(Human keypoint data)
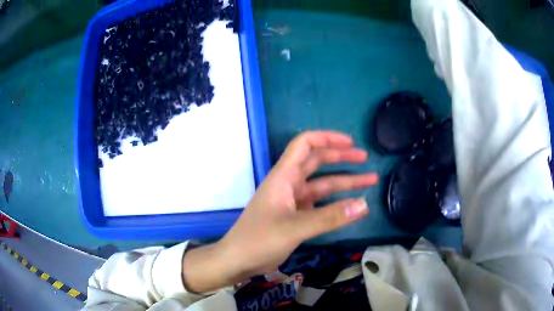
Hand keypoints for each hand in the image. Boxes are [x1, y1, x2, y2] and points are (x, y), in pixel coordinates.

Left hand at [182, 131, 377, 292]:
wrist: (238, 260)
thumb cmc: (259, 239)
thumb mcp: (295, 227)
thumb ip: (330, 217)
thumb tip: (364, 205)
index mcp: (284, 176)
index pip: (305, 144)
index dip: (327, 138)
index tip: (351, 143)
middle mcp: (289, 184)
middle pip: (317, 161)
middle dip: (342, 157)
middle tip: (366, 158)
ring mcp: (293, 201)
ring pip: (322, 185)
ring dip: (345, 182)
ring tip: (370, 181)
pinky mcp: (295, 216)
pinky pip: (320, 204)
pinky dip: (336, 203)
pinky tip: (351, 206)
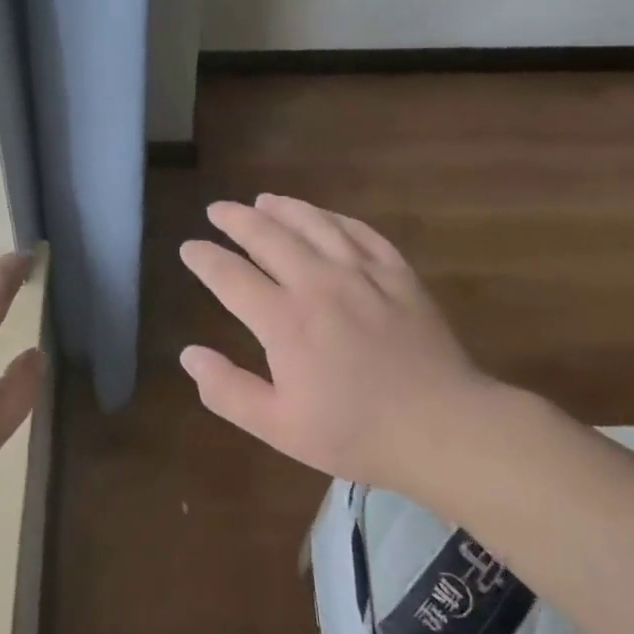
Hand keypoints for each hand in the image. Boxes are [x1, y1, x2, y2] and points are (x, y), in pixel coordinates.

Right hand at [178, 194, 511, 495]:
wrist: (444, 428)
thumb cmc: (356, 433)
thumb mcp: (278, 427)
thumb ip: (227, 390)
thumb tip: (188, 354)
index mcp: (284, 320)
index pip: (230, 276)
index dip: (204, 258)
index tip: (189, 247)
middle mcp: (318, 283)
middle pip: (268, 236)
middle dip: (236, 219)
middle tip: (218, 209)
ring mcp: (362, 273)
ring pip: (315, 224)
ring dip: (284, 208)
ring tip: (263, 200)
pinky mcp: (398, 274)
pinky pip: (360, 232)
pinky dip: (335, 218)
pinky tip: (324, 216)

---

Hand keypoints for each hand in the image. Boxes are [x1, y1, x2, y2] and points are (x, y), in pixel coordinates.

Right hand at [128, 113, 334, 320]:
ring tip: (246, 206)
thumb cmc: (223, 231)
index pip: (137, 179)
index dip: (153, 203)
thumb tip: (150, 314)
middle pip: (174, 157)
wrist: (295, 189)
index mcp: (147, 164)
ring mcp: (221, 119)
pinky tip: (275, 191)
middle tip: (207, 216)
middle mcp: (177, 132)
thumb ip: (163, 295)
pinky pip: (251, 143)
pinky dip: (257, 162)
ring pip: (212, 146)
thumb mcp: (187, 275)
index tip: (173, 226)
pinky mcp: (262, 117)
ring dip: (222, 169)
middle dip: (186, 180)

**WORK TASK:** Write out again exactly the lines above from the one with "thumb ip: (330, 217)" through the one with "pinky tip: (324, 216)", adding no other lines and no pictures.

**EXERCISE RESULT:**
thumb ip: (330, 217)
thumb tip: (364, 205)
index mcp: (284, 176)
index pip: (305, 144)
index dip: (327, 138)
index tip: (351, 143)
middle mcp: (289, 184)
middle pip: (317, 161)
middle dip: (342, 157)
middle tip: (366, 158)
ring mcp: (293, 201)
ring pip: (322, 185)
ring dip: (345, 182)
ring tip: (370, 181)
pinky mcp: (295, 216)
pinky pip: (320, 204)
pinky dip: (336, 203)
pinky tip: (351, 206)
Hand keypoints for each hand in the image. Boxes are [x1, y1, x2, y2] and points are (x, y), in pixel coordinates.

Right hand at [178, 194, 511, 495]:
wrist: (444, 428)
thumb cmc: (356, 433)
thumb mcp: (278, 427)
thumb ip: (227, 390)
thumb tip: (188, 354)
index mcp: (284, 320)
index pip: (230, 276)
index dip: (204, 258)
index tip: (189, 247)
middle mcp: (318, 283)
middle pip: (268, 236)
middle dip: (236, 219)
middle tip: (218, 209)
ring mcp: (362, 273)
ring pip: (315, 224)
ring dip: (284, 208)
ring tip: (263, 200)
pinky mcp: (398, 274)
pinky pip: (360, 232)
pinky dip: (335, 218)
pinky tip: (324, 216)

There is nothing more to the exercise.